* WHAT YOU NEED TO DO: Every line of the data that contains the string "node" must be copied.

##### STUDY MATERIAL

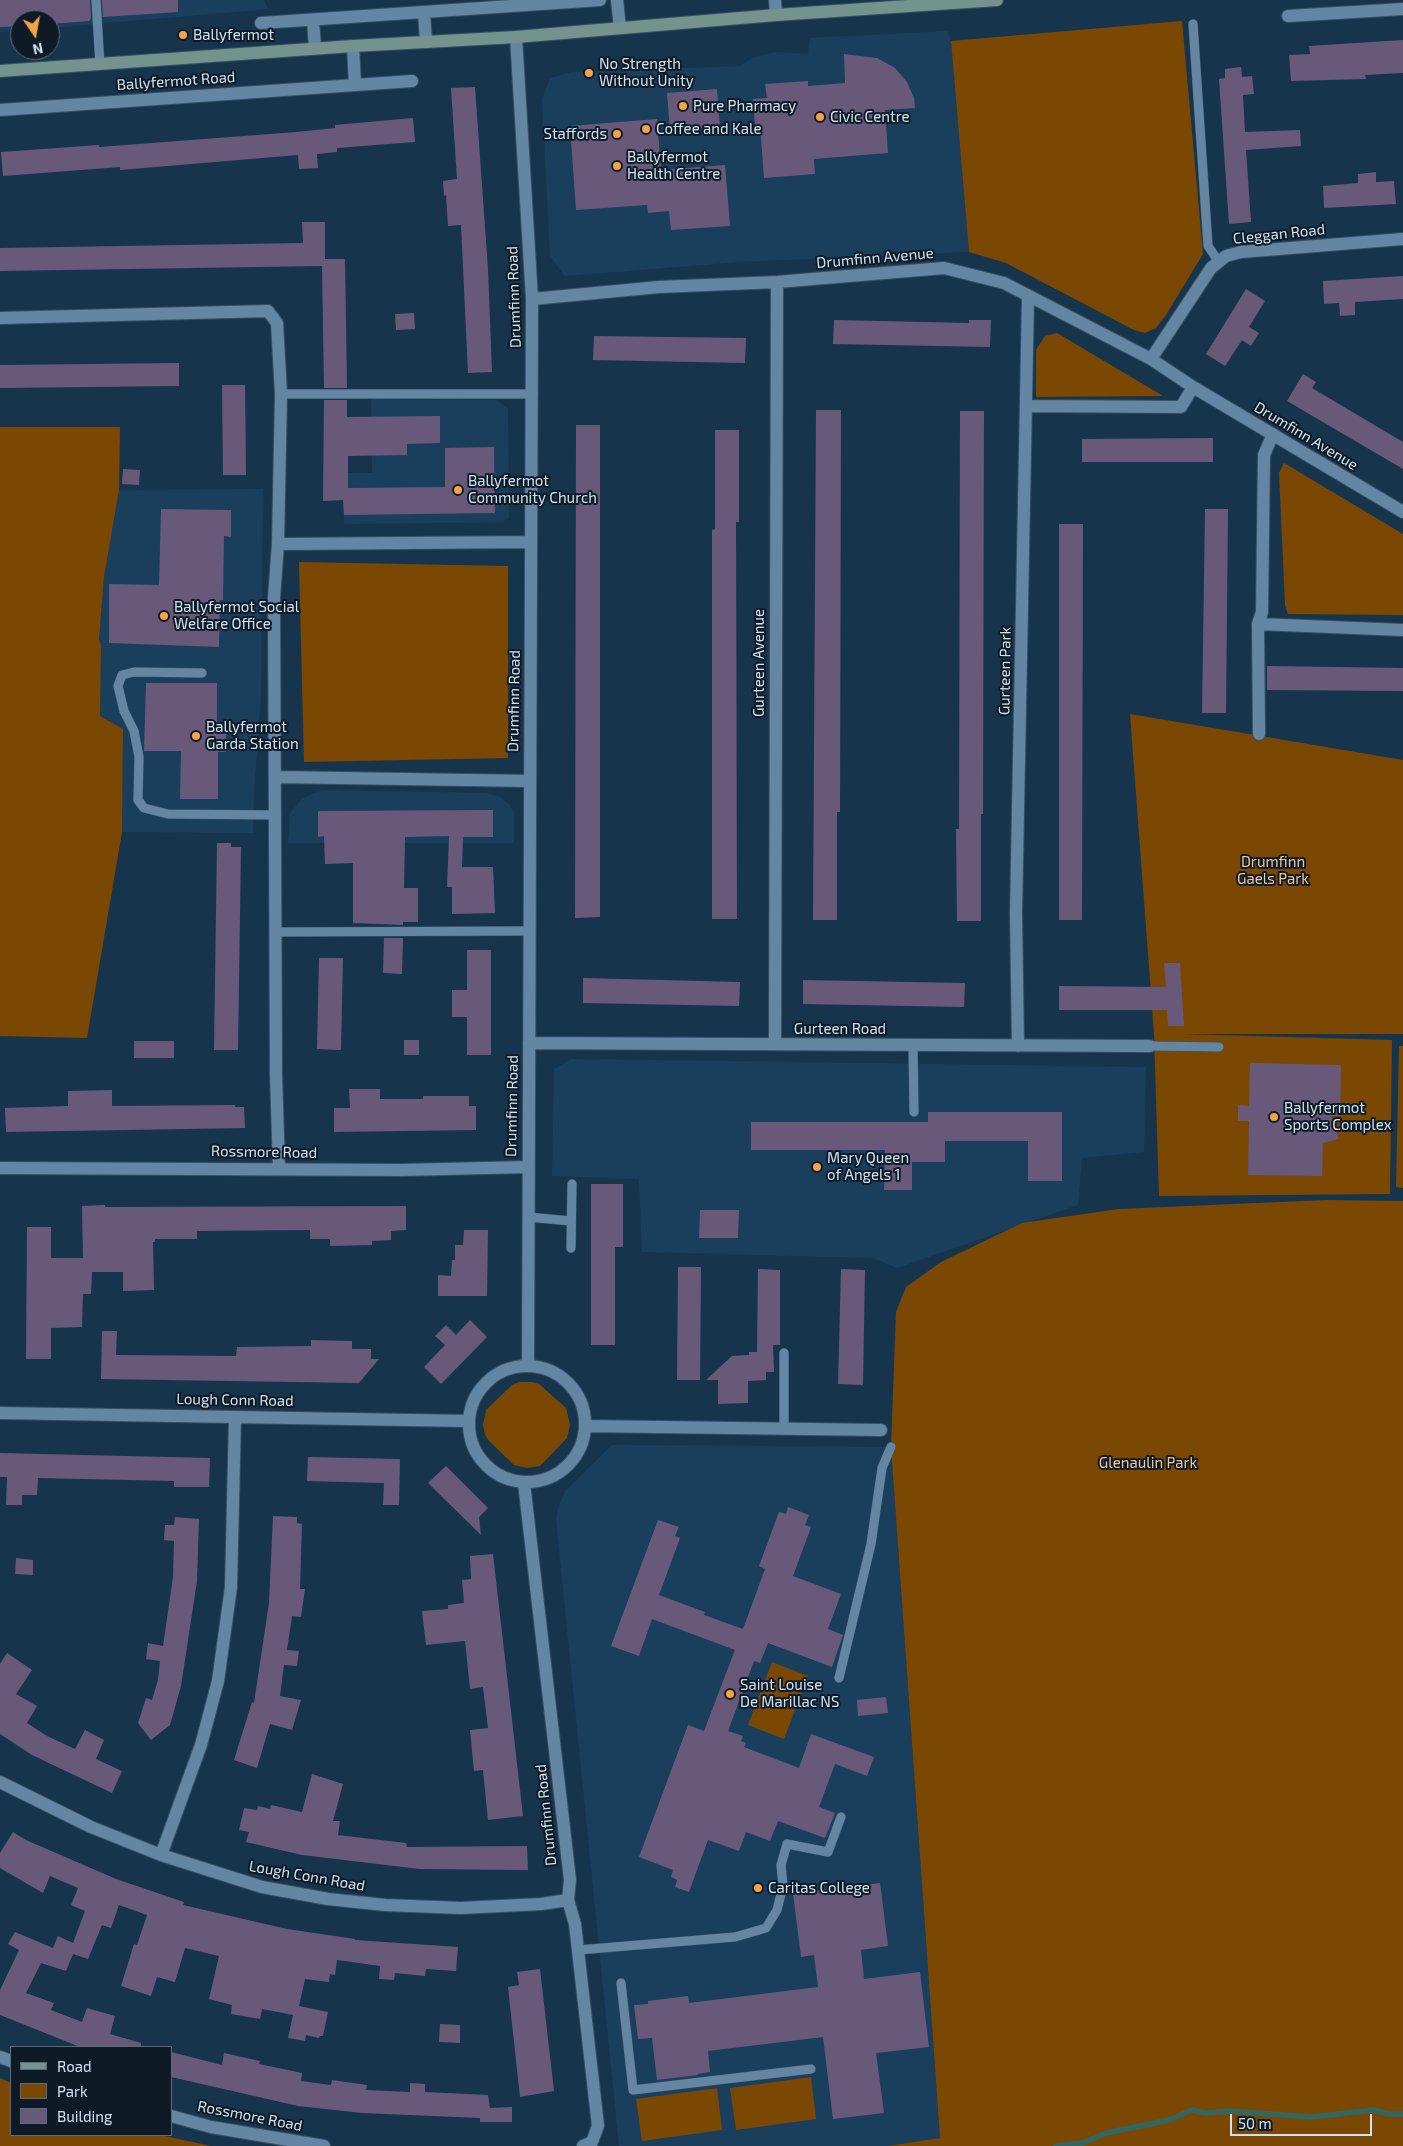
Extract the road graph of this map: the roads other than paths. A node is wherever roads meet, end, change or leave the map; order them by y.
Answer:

##########
##### STUDY MATERIAL

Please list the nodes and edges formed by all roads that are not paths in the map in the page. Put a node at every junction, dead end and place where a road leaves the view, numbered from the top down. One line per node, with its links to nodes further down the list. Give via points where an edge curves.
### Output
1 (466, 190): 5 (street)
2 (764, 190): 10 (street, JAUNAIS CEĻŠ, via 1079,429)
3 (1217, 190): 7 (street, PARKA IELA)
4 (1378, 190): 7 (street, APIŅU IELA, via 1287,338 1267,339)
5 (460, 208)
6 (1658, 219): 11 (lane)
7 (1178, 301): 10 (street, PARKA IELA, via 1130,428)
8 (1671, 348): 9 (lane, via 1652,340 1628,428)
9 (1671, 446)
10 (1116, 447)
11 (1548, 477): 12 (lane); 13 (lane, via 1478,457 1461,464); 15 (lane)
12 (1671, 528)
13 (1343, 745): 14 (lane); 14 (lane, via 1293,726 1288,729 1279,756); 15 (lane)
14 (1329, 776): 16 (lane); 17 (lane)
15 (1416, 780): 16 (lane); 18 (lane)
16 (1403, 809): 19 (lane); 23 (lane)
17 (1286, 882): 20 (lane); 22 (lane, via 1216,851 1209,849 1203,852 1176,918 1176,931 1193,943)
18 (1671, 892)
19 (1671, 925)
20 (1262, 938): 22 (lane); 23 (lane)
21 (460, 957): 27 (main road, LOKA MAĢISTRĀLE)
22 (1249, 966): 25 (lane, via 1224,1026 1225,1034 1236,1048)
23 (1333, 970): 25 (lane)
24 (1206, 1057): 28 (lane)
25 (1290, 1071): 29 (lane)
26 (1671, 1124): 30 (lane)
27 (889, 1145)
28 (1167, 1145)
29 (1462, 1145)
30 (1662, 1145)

##########

* EXERCISE OUTPUT:
Extract the road graph of this map: the roads other than paths. A node is wherever roads meet, end, change or leave the map; order them by y.
Please list the nodes and edges formed by all roads that are not paths in the map in the page. Put a node at every junction, dead end and place where a road leaves the view, numbered from the top down. One line per node, with its links to nodes further down the list. Give via points where an edge curves.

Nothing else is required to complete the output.